§ WHAT YOU ARE ASKED TO DO
Which lines below contain the word "Pellegatta"? Copy each of them.

[Saved data entries]
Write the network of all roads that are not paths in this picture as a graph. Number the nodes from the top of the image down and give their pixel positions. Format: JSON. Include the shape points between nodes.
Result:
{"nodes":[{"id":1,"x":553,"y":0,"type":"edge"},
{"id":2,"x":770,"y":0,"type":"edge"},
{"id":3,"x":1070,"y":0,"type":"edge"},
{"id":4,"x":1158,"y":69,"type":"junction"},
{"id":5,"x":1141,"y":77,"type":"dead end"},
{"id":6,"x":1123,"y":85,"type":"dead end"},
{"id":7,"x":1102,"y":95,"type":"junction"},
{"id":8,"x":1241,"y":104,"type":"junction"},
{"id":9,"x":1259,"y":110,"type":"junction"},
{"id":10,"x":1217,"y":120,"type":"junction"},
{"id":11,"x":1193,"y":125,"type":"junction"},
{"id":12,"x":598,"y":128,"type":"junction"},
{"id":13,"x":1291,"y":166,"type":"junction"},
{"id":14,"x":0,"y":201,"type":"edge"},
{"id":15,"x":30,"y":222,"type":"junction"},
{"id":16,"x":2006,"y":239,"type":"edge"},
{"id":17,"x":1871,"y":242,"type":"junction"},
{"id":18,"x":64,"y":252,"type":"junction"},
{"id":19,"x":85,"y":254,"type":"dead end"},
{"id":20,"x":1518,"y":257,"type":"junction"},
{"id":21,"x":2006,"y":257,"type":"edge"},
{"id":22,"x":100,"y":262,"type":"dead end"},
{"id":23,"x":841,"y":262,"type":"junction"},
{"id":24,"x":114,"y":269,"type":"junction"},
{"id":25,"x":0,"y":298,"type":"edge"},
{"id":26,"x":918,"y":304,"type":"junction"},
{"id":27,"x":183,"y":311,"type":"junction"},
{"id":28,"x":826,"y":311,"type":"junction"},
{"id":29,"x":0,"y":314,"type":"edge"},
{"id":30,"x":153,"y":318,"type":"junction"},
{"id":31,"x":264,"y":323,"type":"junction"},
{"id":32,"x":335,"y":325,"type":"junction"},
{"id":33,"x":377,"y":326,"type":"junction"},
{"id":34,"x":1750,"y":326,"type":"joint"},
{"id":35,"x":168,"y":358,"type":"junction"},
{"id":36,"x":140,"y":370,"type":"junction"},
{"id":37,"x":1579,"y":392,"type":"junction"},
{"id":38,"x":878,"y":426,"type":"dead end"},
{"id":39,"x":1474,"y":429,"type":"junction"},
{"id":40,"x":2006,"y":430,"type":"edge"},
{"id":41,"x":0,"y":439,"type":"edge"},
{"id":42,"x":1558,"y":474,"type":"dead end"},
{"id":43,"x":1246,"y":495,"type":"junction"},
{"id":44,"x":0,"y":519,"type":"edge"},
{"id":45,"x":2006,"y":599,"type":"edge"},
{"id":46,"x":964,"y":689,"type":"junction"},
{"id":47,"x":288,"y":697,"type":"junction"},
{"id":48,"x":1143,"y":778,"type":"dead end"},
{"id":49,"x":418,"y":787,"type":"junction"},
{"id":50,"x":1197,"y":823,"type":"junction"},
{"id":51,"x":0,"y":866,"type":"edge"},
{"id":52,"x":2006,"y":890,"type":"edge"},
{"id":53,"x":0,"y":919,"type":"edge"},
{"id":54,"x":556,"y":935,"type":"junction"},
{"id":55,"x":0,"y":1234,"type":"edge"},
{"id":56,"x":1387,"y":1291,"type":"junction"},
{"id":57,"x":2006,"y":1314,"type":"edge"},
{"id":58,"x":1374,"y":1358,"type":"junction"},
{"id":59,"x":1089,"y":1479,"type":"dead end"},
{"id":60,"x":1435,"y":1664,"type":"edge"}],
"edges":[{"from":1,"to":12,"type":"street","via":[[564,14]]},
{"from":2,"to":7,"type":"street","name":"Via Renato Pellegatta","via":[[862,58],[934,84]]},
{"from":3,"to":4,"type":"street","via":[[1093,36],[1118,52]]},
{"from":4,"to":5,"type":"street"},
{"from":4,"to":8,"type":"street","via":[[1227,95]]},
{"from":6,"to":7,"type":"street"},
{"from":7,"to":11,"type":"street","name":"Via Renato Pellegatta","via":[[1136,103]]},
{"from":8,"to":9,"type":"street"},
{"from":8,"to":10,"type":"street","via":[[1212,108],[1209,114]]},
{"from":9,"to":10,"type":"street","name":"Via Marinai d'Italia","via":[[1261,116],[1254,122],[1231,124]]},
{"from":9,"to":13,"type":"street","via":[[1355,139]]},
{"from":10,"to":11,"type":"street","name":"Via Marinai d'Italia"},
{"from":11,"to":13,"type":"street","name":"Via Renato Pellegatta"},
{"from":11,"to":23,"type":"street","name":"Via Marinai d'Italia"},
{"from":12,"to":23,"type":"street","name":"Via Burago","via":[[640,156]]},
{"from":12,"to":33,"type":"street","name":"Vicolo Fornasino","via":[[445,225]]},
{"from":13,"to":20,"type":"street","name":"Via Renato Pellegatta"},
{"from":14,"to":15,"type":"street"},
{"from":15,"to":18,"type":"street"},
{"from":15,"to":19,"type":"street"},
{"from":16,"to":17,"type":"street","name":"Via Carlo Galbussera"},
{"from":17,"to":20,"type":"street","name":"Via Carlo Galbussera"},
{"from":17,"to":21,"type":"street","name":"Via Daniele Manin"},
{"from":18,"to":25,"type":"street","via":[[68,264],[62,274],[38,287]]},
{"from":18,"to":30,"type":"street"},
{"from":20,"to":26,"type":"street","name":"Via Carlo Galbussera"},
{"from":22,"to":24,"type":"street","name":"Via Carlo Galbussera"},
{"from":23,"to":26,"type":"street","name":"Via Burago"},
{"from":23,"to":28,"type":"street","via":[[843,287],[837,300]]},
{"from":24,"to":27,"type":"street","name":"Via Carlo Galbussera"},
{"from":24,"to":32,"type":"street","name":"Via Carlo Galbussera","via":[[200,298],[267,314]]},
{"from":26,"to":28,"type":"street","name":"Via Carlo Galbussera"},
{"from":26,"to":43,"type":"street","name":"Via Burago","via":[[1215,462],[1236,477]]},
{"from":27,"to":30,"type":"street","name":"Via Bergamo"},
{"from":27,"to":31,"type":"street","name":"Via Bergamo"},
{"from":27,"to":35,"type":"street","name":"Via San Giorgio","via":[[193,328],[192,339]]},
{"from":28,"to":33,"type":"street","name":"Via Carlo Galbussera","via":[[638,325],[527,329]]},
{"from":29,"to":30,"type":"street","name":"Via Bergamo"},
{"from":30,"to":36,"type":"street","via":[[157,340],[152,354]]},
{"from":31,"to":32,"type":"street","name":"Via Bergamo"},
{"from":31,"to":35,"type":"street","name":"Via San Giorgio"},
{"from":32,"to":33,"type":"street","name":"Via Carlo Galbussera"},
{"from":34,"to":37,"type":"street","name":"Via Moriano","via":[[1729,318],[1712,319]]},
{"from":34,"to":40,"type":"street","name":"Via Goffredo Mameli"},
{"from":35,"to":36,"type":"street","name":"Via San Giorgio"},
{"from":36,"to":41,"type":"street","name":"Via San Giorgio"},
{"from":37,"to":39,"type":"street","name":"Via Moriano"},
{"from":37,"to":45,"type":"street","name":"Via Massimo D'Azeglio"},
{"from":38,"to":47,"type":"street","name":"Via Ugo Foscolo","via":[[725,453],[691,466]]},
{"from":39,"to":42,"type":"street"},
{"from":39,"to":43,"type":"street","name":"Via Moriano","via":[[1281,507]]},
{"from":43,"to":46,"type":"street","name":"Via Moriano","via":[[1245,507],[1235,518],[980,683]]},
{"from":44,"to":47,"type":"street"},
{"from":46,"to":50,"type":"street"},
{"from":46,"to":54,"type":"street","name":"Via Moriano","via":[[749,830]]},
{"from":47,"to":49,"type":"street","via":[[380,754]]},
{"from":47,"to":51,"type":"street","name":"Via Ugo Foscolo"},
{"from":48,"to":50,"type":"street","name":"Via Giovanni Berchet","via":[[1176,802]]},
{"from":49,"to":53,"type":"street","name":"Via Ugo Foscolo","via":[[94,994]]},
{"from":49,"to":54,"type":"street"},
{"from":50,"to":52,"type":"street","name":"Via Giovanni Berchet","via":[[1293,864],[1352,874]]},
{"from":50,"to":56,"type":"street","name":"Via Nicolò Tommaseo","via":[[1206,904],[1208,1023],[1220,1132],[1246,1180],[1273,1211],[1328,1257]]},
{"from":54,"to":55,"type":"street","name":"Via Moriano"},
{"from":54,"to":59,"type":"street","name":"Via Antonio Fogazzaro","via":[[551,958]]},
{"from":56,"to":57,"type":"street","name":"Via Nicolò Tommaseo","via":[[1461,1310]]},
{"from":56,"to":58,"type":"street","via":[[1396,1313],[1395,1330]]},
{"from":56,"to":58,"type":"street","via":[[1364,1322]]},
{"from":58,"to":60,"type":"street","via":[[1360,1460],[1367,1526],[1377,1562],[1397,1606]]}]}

§ SOLUTION FOR THIS PROBLEM
{"from":2,"to":7,"type":"street","name":"Via Renato Pellegatta","via":[[862,58],[934,84]]},
{"from":7,"to":11,"type":"street","name":"Via Renato Pellegatta","via":[[1136,103]]},
{"from":11,"to":13,"type":"street","name":"Via Renato Pellegatta"},
{"from":13,"to":20,"type":"street","name":"Via Renato Pellegatta"},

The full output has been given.